◆ What you will do
Reproduce the records below exactly, but leave their pictures out of the copy.

(Collected data entries)
[Start of Attachment]

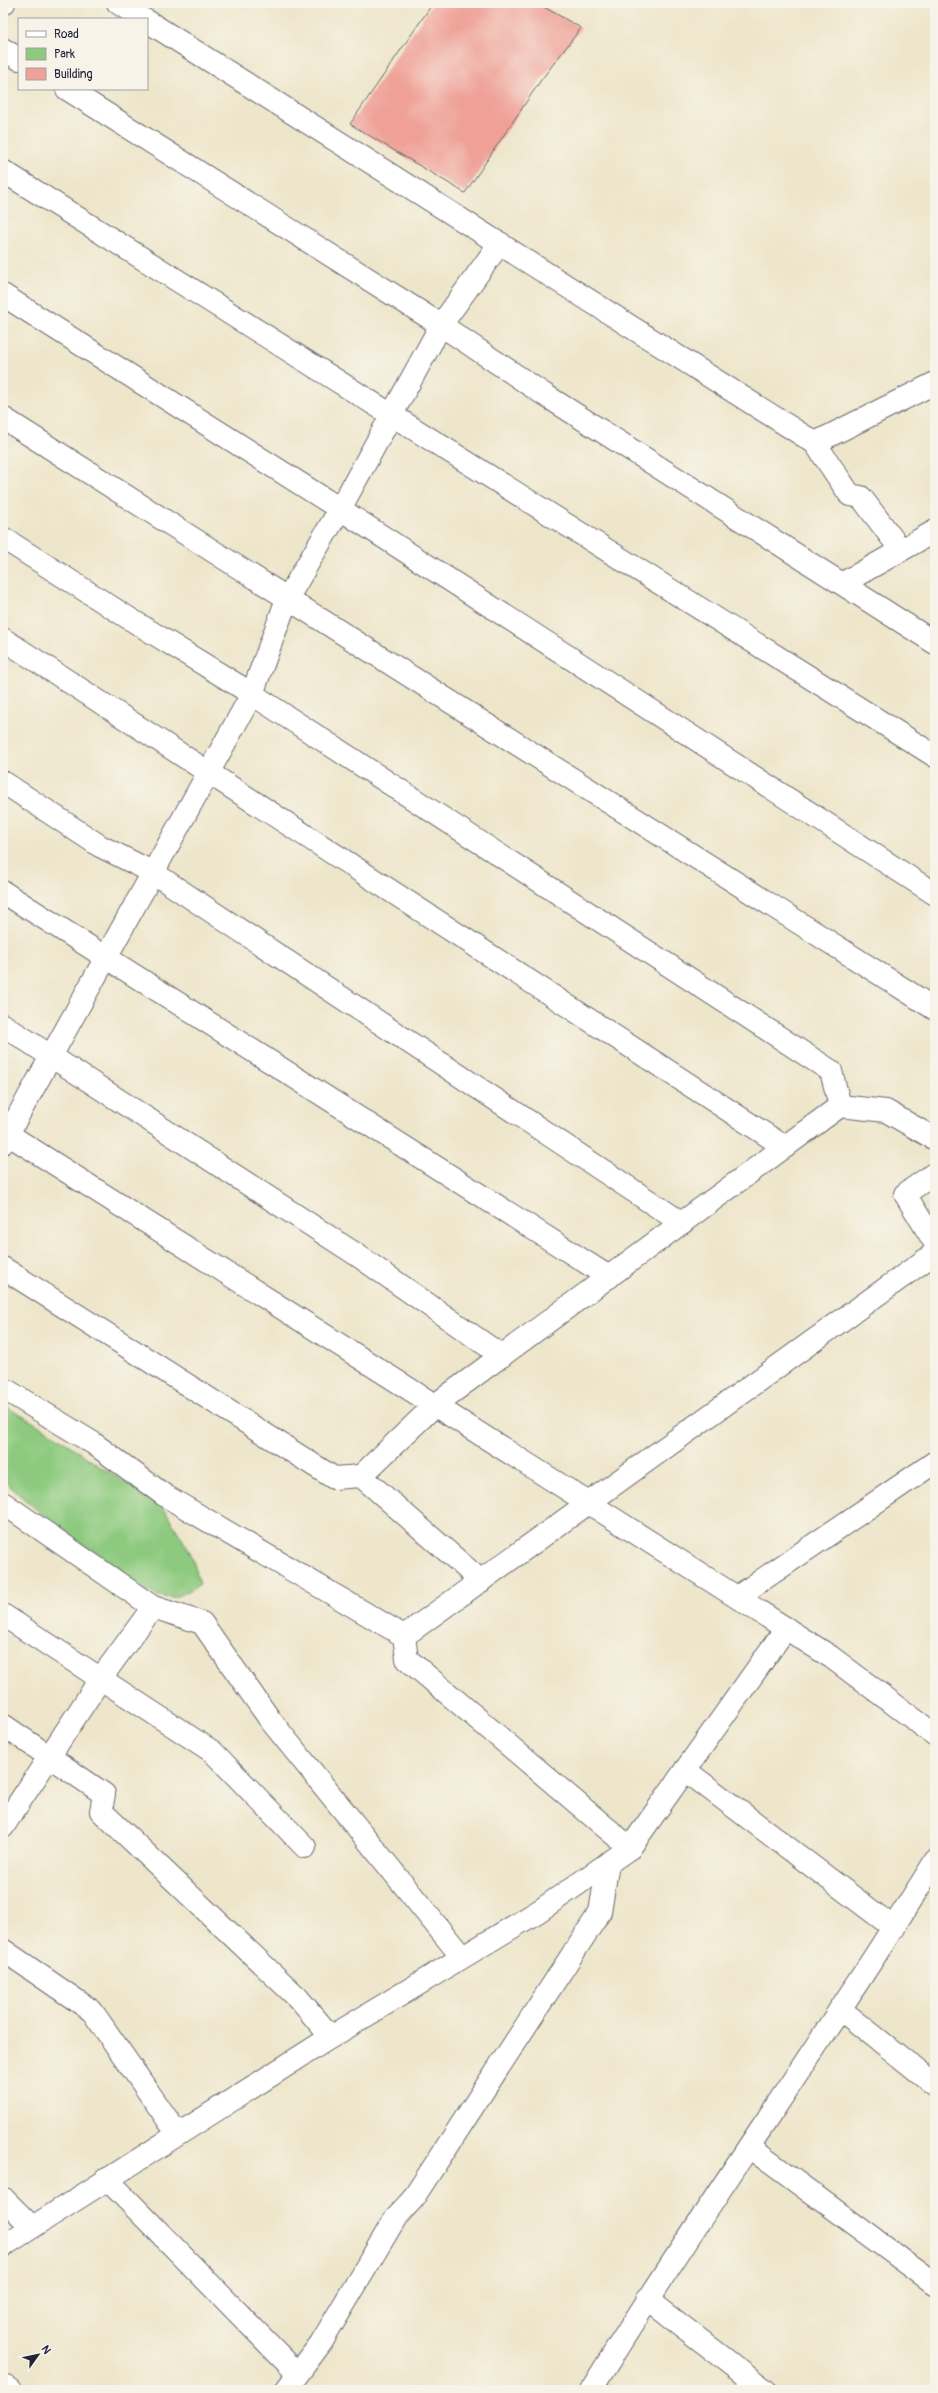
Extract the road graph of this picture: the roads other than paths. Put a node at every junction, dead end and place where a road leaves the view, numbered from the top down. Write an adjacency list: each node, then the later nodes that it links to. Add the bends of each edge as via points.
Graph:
1 (118, 3): 2 (street)
2 (142, 18)
3 (148, 22): 8 (street)
4 (3, 49): 5 (street)
5 (18, 58)
6 (69, 90): 10 (street)
7 (3, 171): 12 (street)
8 (500, 243): 10 (street); 14 (street)
9 (3, 295): 15 (street)
10 (441, 325): 12 (street); 19 (street, via 545,395)
11 (934, 385): 14 (street)
12 (391, 414): 15 (street); 24 (street)
13 (3, 418): 20 (street)
14 (815, 443): 18 (street, via 850,495 861,498)
15 (340, 509): 20 (street); 29 (street)
16 (935, 531): 18 (street)
17 (3, 538): 23 (street)
18 (901, 550): 19 (street)
19 (843, 583): 22 (street)
20 (286, 599): 23 (street); 31 (street)
21 (3, 639): 25 (street)
22 (935, 643)
23 (252, 694): 25 (street); 34 (street, via 831,1071)
24 (935, 756)
25 (209, 772): 27 (street); 37 (street)
26 (3, 782): 27 (street, via 100,846)
27 (152, 872): 30 (street); 39 (street)
28 (3, 892): 30 (street)
29 (935, 894)
30 (106, 958): 33 (street); 43 (street)
31 (935, 1009)
32 (3, 1025): 33 (street)
33 (51, 1056): 35 (street); 44 (street, via 357,1255)
34 (840, 1106): 36 (street, via 886,1111); 37 (street)
35 (5, 1136): 46 (street)
36 (935, 1139)
37 (785, 1147): 39 (street)
38 (935, 1173): 40 (street, via 905,1194)
39 (682, 1223): 43 (street)
40 (935, 1243)
41 (935, 1253): 50 (street)
42 (3, 1268): 48 (street, via 334,1478)
43 (609, 1277): 44 (street)
44 (502, 1356): 46 (street)
45 (3, 1388): 56 (street, via 93,1443 164,1495)
46 (435, 1405): 48 (street); 50 (street)
47 (935, 1462): 52 (street)
48 (361, 1476): 51 (street)
49 (3, 1503): 53 (street)
50 (589, 1503): 51 (street); 52 (street)
51 (481, 1581): 56 (street)
52 (737, 1597): 55 (street)
53 (153, 1608): 57 (street); 69 (street, via 202,1623 271,1721)
54 (3, 1615): 57 (street)
55 (786, 1628): 59 (street, via 832,1657); 61 (street)
56 (404, 1636): 64 (street, via 407,1659)
57 (101, 1678): 60 (street); 63 (street, via 213,1752)
58 (3, 1724): 60 (street)
59 (935, 1735)
60 (50, 1756): 62 (street); 71 (street, via 104,1794 101,1811 298,1998)
61 (685, 1770): 64 (street); 67 (street)
62 (3, 1826)
63 (306, 1847)
64 (630, 1848): 66 (street)
65 (935, 1861): 67 (street)
66 (608, 1863): 69 (street, via 539,1912); 81 (street, via 600,1912 412,2200 396,2217 320,2342)
67 (894, 1928): 70 (street)
68 (3, 1950): 73 (street, via 92,2011)
69 (462, 1957): 71 (street)
70 (840, 2009): 72 (street); 74 (street)
71 (331, 2037): 73 (street)
72 (935, 2085)
73 (177, 2133): 75 (street)
74 (749, 2146): 79 (street); 80 (street)
75 (107, 2179): 77 (street); 81 (street)
76 (3, 2198): 77 (street)
77 (32, 2227): 78 (street)
78 (3, 2246)
79 (935, 2284)
80 (647, 2299): 84 (street); 85 (street)
81 (292, 2381)
82 (3, 2385): 83 (street)
83 (10, 2390)
84 (591, 2390)
85 (765, 2390)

[End of Attachment]

◆ Your solution
Extract the road graph of this picture: the roads other than paths. Put a node at every junction, dead end and place where a road leaves the view, numbered from the top down. Write an adjacency list: each node, then the later nodes that it links to. Add the bends of each edge as via points.
Graph:
1 (118, 3): 2 (street)
2 (142, 18)
3 (148, 22): 8 (street)
4 (3, 49): 5 (street)
5 (18, 58)
6 (69, 90): 10 (street)
7 (3, 171): 12 (street)
8 (500, 243): 10 (street); 14 (street)
9 (3, 295): 15 (street)
10 (441, 325): 12 (street); 19 (street, via 545,395)
11 (934, 385): 14 (street)
12 (391, 414): 15 (street); 24 (street)
13 (3, 418): 20 (street)
14 (815, 443): 18 (street, via 850,495 861,498)
15 (340, 509): 20 (street); 29 (street)
16 (935, 531): 18 (street)
17 (3, 538): 23 (street)
18 (901, 550): 19 (street)
19 (843, 583): 22 (street)
20 (286, 599): 23 (street); 31 (street)
21 (3, 639): 25 (street)
22 (935, 643)
23 (252, 694): 25 (street); 34 (street, via 831,1071)
24 (935, 756)
25 (209, 772): 27 (street); 37 (street)
26 (3, 782): 27 (street, via 100,846)
27 (152, 872): 30 (street); 39 (street)
28 (3, 892): 30 (street)
29 (935, 894)
30 (106, 958): 33 (street); 43 (street)
31 (935, 1009)
32 (3, 1025): 33 (street)
33 (51, 1056): 35 (street); 44 (street, via 357,1255)
34 (840, 1106): 36 (street, via 886,1111); 37 (street)
35 (5, 1136): 46 (street)
36 (935, 1139)
37 (785, 1147): 39 (street)
38 (935, 1173): 40 (street, via 905,1194)
39 (682, 1223): 43 (street)
40 (935, 1243)
41 (935, 1253): 50 (street)
42 (3, 1268): 48 (street, via 334,1478)
43 (609, 1277): 44 (street)
44 (502, 1356): 46 (street)
45 (3, 1388): 56 (street, via 93,1443 164,1495)
46 (435, 1405): 48 (street); 50 (street)
47 (935, 1462): 52 (street)
48 (361, 1476): 51 (street)
49 (3, 1503): 53 (street)
50 (589, 1503): 51 (street); 52 (street)
51 (481, 1581): 56 (street)
52 (737, 1597): 55 (street)
53 (153, 1608): 57 (street); 69 (street, via 202,1623 271,1721)
54 (3, 1615): 57 (street)
55 (786, 1628): 59 (street, via 832,1657); 61 (street)
56 (404, 1636): 64 (street, via 407,1659)
57 (101, 1678): 60 (street); 63 (street, via 213,1752)
58 (3, 1724): 60 (street)
59 (935, 1735)
60 (50, 1756): 62 (street); 71 (street, via 104,1794 101,1811 298,1998)
61 (685, 1770): 64 (street); 67 (street)
62 (3, 1826)
63 (306, 1847)
64 (630, 1848): 66 (street)
65 (935, 1861): 67 (street)
66 (608, 1863): 69 (street, via 539,1912); 81 (street, via 600,1912 412,2200 396,2217 320,2342)
67 (894, 1928): 70 (street)
68 (3, 1950): 73 (street, via 92,2011)
69 (462, 1957): 71 (street)
70 (840, 2009): 72 (street); 74 (street)
71 (331, 2037): 73 (street)
72 (935, 2085)
73 (177, 2133): 75 (street)
74 (749, 2146): 79 (street); 80 (street)
75 (107, 2179): 77 (street); 81 (street)
76 (3, 2198): 77 (street)
77 (32, 2227): 78 (street)
78 (3, 2246)
79 (935, 2284)
80 (647, 2299): 84 (street); 85 (street)
81 (292, 2381)
82 (3, 2385): 83 (street)
83 (10, 2390)
84 (591, 2390)
85 (765, 2390)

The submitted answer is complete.